PTiP’s new semi-commercial thin-film module manufacturing plant is designed to aid the development and transfer of commercially scalable production processes, products and expertise to commercial licensed partners. The company has managed to establish a stable production process since it opened in February, demonstrating the reproducibility and stability of the commercial production processes, Frost & Sullivan says, adding that commercial module efficiencies above 10% have been achieved within a record period — testimony to the commercial value of the PTiP Technology.

Frost & Sullivan also points out that in addition to the homogeneity of the semiconductor absorber alloys, the process stands out for its use of commercially available production equipment during the mass production of the modules. "This includes the use of in-line sputter processes for the coating of metallic thin films and novel diffusion processes in which H?Se and H?S gases are used as reactive species. The combination of a novel processing technology and established semiconductor production equipment translates to a viable and attractive commercial solution."

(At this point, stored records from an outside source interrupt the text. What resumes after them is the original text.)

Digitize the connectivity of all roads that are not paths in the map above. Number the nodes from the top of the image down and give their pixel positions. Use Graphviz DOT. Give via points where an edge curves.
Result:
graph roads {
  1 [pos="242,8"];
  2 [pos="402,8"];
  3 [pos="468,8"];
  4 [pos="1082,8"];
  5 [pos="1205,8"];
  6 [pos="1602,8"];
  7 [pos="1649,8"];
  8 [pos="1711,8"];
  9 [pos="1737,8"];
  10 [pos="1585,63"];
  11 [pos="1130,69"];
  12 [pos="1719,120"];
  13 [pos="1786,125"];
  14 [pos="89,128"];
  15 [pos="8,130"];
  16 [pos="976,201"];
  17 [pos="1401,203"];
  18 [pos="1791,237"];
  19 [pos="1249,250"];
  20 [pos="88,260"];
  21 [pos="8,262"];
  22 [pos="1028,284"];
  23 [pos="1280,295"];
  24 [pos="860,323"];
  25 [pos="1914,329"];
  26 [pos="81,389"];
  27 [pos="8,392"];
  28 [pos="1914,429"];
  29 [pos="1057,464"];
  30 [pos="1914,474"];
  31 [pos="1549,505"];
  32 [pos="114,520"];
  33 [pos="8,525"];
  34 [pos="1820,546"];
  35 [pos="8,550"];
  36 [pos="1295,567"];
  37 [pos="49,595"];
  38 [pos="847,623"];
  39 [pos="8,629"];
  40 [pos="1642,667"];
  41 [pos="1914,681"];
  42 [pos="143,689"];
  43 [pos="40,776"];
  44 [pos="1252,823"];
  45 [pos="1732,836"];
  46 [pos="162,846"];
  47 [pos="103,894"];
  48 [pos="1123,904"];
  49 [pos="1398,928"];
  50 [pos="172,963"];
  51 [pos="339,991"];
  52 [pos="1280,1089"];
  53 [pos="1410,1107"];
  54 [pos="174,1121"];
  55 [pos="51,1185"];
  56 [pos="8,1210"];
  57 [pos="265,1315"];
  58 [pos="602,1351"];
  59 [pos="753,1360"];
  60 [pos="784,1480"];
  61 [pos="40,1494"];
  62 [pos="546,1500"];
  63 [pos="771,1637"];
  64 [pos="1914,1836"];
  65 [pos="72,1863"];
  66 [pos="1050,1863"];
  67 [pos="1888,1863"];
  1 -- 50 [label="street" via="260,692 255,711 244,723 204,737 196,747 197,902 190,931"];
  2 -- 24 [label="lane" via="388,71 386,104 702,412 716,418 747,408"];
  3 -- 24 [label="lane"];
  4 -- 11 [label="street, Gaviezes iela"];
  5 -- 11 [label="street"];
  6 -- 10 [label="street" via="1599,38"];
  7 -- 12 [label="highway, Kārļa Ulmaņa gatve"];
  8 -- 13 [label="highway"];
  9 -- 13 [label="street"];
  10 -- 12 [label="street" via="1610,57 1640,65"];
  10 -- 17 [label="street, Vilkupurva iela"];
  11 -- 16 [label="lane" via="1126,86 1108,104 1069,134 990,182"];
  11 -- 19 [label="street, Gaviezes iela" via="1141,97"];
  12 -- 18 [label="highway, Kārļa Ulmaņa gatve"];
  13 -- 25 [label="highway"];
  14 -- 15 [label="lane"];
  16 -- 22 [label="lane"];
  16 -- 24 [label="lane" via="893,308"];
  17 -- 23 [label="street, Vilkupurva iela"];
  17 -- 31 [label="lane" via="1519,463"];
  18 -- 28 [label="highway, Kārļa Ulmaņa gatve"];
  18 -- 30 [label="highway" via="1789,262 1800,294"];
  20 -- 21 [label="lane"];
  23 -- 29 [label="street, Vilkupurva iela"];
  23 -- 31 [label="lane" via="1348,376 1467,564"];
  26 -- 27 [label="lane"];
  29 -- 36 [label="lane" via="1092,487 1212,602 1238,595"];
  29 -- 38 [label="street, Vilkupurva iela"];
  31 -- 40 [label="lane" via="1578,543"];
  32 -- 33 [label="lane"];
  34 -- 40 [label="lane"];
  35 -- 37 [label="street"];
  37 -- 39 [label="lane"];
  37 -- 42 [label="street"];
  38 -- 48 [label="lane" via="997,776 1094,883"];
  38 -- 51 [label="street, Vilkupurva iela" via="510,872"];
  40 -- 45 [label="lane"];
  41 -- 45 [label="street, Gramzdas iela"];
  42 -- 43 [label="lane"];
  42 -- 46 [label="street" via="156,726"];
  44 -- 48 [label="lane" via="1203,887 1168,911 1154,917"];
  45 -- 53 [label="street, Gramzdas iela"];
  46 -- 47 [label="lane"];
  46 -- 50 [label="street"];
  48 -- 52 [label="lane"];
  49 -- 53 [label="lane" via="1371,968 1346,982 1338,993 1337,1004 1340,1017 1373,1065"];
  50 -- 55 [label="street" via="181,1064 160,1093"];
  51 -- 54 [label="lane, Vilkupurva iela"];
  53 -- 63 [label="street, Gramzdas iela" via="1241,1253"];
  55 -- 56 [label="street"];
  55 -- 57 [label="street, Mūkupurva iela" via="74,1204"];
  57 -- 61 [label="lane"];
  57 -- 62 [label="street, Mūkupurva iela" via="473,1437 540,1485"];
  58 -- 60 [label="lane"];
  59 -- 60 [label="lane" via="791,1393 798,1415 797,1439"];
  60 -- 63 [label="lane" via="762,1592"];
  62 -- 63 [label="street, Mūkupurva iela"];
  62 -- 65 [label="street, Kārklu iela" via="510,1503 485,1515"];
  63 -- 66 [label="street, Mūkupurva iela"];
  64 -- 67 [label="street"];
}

Paton adds that the company’s "aim is to not only generate revenues from the manufacturing and sale of second-generation solar thin-film modules, but also to assist in creating a green economy in South Africa. Furthermore, the company’s establishment of a highly skilled workforce in the solar PV industry creates a competitive advantage for South Africa and helps position it as a regional hub for solar PV manufacturing and related technical expertise."

The U.S. market research and consulting group presents its annual South Africa Frost & Sullivan Award for Technology Innovation Leadership companies that have demonstrated uniqueness in developing and leveraging new technologies that significantly impact both the functionality and the customer value of the new products and applications.